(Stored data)
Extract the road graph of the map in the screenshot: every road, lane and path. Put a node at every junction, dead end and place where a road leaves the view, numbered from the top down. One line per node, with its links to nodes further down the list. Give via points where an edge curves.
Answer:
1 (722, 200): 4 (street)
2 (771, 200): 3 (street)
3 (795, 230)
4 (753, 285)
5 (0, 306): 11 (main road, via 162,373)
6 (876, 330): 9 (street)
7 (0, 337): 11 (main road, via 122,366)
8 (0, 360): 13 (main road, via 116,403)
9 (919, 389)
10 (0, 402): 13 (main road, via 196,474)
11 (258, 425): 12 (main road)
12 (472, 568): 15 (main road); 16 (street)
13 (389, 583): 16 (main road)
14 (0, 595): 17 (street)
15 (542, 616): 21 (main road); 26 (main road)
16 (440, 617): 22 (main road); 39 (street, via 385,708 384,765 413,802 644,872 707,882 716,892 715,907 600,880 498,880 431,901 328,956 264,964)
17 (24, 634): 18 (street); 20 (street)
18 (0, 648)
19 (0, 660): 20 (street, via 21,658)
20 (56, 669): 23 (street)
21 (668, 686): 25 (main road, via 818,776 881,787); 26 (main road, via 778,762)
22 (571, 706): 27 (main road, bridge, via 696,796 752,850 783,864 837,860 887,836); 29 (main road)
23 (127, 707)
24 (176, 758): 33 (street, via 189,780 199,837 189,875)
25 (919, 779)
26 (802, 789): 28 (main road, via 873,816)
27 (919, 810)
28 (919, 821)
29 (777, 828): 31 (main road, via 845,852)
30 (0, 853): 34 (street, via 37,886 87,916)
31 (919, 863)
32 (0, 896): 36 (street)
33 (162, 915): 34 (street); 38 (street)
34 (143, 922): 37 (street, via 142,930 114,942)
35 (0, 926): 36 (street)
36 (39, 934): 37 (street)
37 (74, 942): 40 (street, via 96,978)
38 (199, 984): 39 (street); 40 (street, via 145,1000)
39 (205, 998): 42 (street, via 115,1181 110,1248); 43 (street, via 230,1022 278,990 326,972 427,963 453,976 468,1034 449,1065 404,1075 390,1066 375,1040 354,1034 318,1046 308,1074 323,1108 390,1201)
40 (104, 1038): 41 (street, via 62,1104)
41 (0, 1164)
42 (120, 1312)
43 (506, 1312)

* _What you will do_: Retype all the data exactly, line for line.

* _Response to this task_:
Extract the road graph of the map in the screenshot: every road, lane and path. Put a node at every junction, dead end and place where a road leaves the view, numbered from the top down. One line per node, with its links to nodes further down the list. Give via points where an edge curves.
Answer:
1 (722, 200): 4 (street)
2 (771, 200): 3 (street)
3 (795, 230)
4 (753, 285)
5 (0, 306): 11 (main road, via 162,373)
6 (876, 330): 9 (street)
7 (0, 337): 11 (main road, via 122,366)
8 (0, 360): 13 (main road, via 116,403)
9 (919, 389)
10 (0, 402): 13 (main road, via 196,474)
11 (258, 425): 12 (main road)
12 (472, 568): 15 (main road); 16 (street)
13 (389, 583): 16 (main road)
14 (0, 595): 17 (street)
15 (542, 616): 21 (main road); 26 (main road)
16 (440, 617): 22 (main road); 39 (street, via 385,708 384,765 413,802 644,872 707,882 716,892 715,907 600,880 498,880 431,901 328,956 264,964)
17 (24, 634): 18 (street); 20 (street)
18 (0, 648)
19 (0, 660): 20 (street, via 21,658)
20 (56, 669): 23 (street)
21 (668, 686): 25 (main road, via 818,776 881,787); 26 (main road, via 778,762)
22 (571, 706): 27 (main road, bridge, via 696,796 752,850 783,864 837,860 887,836); 29 (main road)
23 (127, 707)
24 (176, 758): 33 (street, via 189,780 199,837 189,875)
25 (919, 779)
26 (802, 789): 28 (main road, via 873,816)
27 (919, 810)
28 (919, 821)
29 (777, 828): 31 (main road, via 845,852)
30 (0, 853): 34 (street, via 37,886 87,916)
31 (919, 863)
32 (0, 896): 36 (street)
33 (162, 915): 34 (street); 38 (street)
34 (143, 922): 37 (street, via 142,930 114,942)
35 (0, 926): 36 (street)
36 (39, 934): 37 (street)
37 (74, 942): 40 (street, via 96,978)
38 (199, 984): 39 (street); 40 (street, via 145,1000)
39 (205, 998): 42 (street, via 115,1181 110,1248); 43 (street, via 230,1022 278,990 326,972 427,963 453,976 468,1034 449,1065 404,1075 390,1066 375,1040 354,1034 318,1046 308,1074 323,1108 390,1201)
40 (104, 1038): 41 (street, via 62,1104)
41 (0, 1164)
42 (120, 1312)
43 (506, 1312)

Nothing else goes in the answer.